In one week – on Friday, Feb. 15, 2013 – a massive asteroid will fly uncomfortably close to earth.
It's called Asteroid 2012 DA14 and it is half the length of a football field, weighing 130,000 metric tons and traveling 17,000 miles per hour.
It's going to be a close shave. The asteroid will actually will be passing between the earth and the ring of satellites that feed us television programming and GPS coordinates.
"Asteroids this size – the one we're talking about for next week – can destroy a city, not a planet," said Dr. Carolyn Sumners with the Houston Museum of Natural Science.
In fact, on June 30, 1908, an asteroid of similar size smacked into Siberia, flattening 820 square miles and destroying 80 million trees.
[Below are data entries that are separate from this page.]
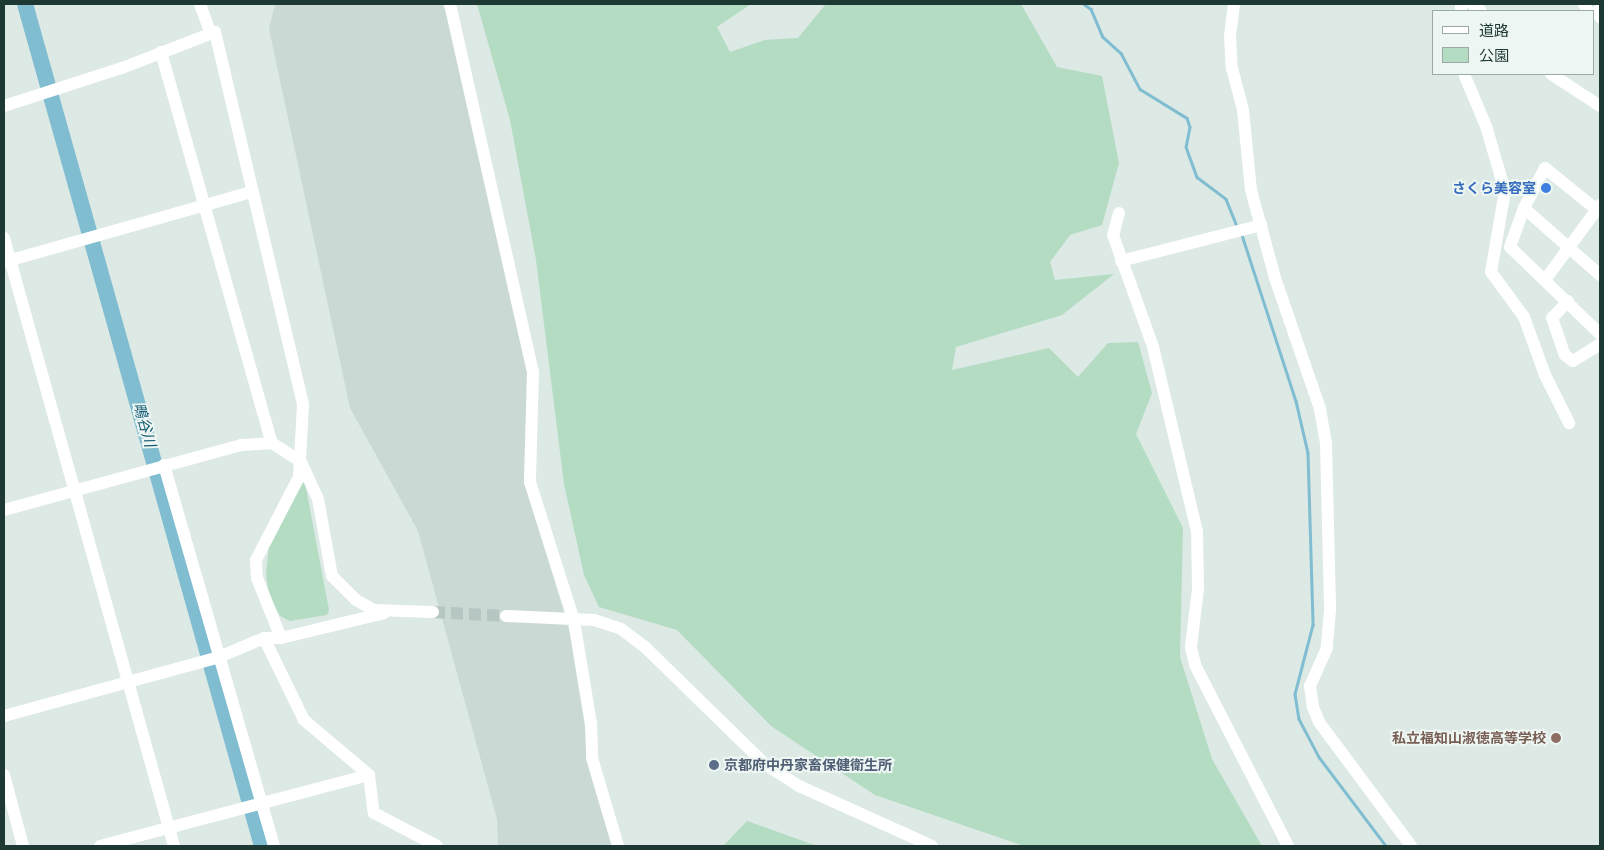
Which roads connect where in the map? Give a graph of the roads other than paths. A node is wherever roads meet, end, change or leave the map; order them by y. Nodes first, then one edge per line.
1 (200, 4) edge
2 (450, 4) edge
3 (1234, 4) edge
4 (210, 32) junction
5 (161, 52) junction
6 (1464, 75) edge
7 (1553, 75) edge
8 (4, 106) edge
9 (1600, 106) edge
10 (252, 192) junction
11 (204, 205) junction
12 (1599, 207) edge
13 (1524, 208) junction
14 (1120, 213) dead end
15 (1260, 225) junction
16 (4, 238) edge
17 (1572, 247) junction
18 (1122, 261) junction
19 (7, 262) edge
20 (1600, 275) edge
21 (1545, 280) junction
22 (1568, 301) junction
23 (1600, 334) edge
24 (1600, 344) edge
25 (1569, 423) dead end
26 (272, 443) junction
27 (302, 462) junction
28 (164, 465) junction
29 (74, 492) junction
30 (4, 510) edge
31 (393, 612) junction
32 (433, 612) tunnel mouth
33 (506, 616) tunnel mouth
34 (574, 621) junction
35 (264, 638) junction
36 (281, 638) junction
37 (219, 657) junction
38 (128, 682) junction
39 (4, 716) edge
40 (4, 775) edge
41 (369, 775) junction
42 (262, 801) junction
43 (169, 827) junction
44 (23, 846) edge
45 (100, 846) edge
46 (174, 846) edge
47 (274, 846) edge
48 (437, 846) edge
49 (618, 846) edge
50 (932, 846) edge
51 (1288, 846) edge
52 (1411, 846) edge

1 - 4 street
2 - 34 street
3 - 15 street
4 - 5 street
4 - 10 street
5 - 8 street
5 - 11 street
6 - 25 street
7 - 9 street
10 - 11 street
10 - 27 street
11 - 19 street
11 - 26 street
12 - 13 street
12 - 17 street
13 - 17 street
13 - 21 street
14 - 18 street
15 - 18 street
15 - 52 street
16 - 19 street
17 - 20 street
17 - 21 street
18 - 51 street
19 - 29 street
21 - 22 street
22 - 23 street
22 - 24 street
26 - 27 street
26 - 28 street
27 - 31 street
27 - 36 street
28 - 29 street
28 - 37 street
29 - 30 street
29 - 38 street
31 - 32 street
31 - 36 street
33 - 34 street
34 - 49 street
34 - 50 street
35 - 36 street
35 - 37 street
35 - 41 street
37 - 38 street
37 - 42 street
38 - 39 street
38 - 43 street
40 - 44 street
41 - 42 street
41 - 48 street
42 - 43 street
42 - 47 street
43 - 45 street
43 - 46 street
Luckily, that area was sparsely populated.
"Thank goodness it hit Siberia," said Dr. Sumners. "If it had been a little bit later, might've hit Saint Petersburg. And Saint Petersburg would be gone."
According to NASA, there is no chance whatsoever that Asteroid 2012 DA14 will impact our planet next week.
"Its orbit is very well known," said Don Yeomans with NASA's Near-Earth Objects Office. "We know exactly where it's going to go and it cannot hit the earth."
But if you'd like to have a "close encounter" with the upcoming close call, the Houston Museum of Natural Science has just the exhibit for you.
Beginning with this Friday's 1:30 p.m. showing, the Planetarium's "Starry Night Express" will include new animation of Asteroid 2012 DA14's approach, along with a visualization of the direct hit in Siberia, 105 years ago.